Lunchables is a brand of food and snacks manufactured by Kraft Heinz in Chicago, Illinois and marketed under the Oscar Mayer brand. They were initially introduced in Seattle in 1988 before being released nationally in 1989. Many Lunchables products are produced in a Garland, Texas facility, and are then distributed across the United States.

In the United Kingdom and Ireland, the product is sold as "Dairylea Lunchables" under the Dairylea brand, originally by Kraft Foods Inc., and currently by its successor Mondelez.

History
Tom Bailey created the concept and product known as Lunchables. Lunchables was designed in 1985 by Bob Drane, Tom Bailey, Jeff James, and Deborah Giarusso as a way for Oscar Mayer to sell more bologna and other lunch meat. After organizing focus groups of American mothers Drane discovered that their primary concern was time. Working mothers especially were pressed by the time constraints of fixing breakfast for their families as well as packing a lunch for their children to eat at school. This gave Drane the idea of creating a convenient prepackaged lunch featuring Oscar Mayer's trademark lunch meats. Crackers were substituted for bread because they would last longer in grocery coolers. The cheese was provided by Kraft when Oscar Mayer merged with Kraft in 1988. The design of the package was based on the look of an American TV dinner.

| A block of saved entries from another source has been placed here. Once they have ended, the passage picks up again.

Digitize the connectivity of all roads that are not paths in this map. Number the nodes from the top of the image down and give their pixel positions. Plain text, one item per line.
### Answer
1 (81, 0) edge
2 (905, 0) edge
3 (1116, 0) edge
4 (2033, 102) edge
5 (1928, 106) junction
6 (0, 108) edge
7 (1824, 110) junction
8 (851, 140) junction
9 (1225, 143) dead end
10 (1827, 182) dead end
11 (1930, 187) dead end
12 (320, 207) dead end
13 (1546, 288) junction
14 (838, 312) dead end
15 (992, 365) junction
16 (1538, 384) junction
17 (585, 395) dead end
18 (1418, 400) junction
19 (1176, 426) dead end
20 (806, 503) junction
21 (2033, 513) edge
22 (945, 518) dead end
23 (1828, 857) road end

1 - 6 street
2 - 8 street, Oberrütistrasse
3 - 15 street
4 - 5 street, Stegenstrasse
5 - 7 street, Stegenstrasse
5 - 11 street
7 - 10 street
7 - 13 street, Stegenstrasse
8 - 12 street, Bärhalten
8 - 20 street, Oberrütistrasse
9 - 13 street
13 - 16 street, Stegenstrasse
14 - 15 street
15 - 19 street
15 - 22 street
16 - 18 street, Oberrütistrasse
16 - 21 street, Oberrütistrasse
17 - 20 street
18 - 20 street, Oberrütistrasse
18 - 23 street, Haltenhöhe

The term 'Lunchables' emerged from a list of possible names for the prepackaged meal that included, among others: On-Trays, Crackerwiches, Mini Meals, Lunch Kits, Snackables, Square Meals, Walk Meals, Go-Packs, and Fun Mealz.

Lunchables combinations
Lunchables offers 30 different kinds of meal variety combinations, which include crackers, pizzas, chicken nuggets, small hot dogs, small burgers, nachos, subs, and wraps. A typical package, such as the crackers meal combination, contains an equal number of crackers and small slices of meat and cheese. The brand also created two versions targeting adults, by increasing the amount of food offered in each package, but these have since been discontinued. The first was called the "Deluxe" and contained two types of meats and cheeses as well as a mustard condiment and a mint. The second version, called "Maxed Out" (originally "Mega Packs"), was available with 40% more food than a regular Lunchables.

Lunchables also carries an assortment of drinks and desserts. In certain meal combinations, Capri Sun juice drinks are offered, either in a traditional flavor or of the "Roarin’ Waters" variant. Other drinks included are bottled water and a generic unlabeled small can of cola; however, the latter was later replaced with Capri Sun drinks due to health concerns. As for dessert, some packages contain Jell-O gelatin or pudding or a candy alternative, such as Butterfingers or Reese's cups. 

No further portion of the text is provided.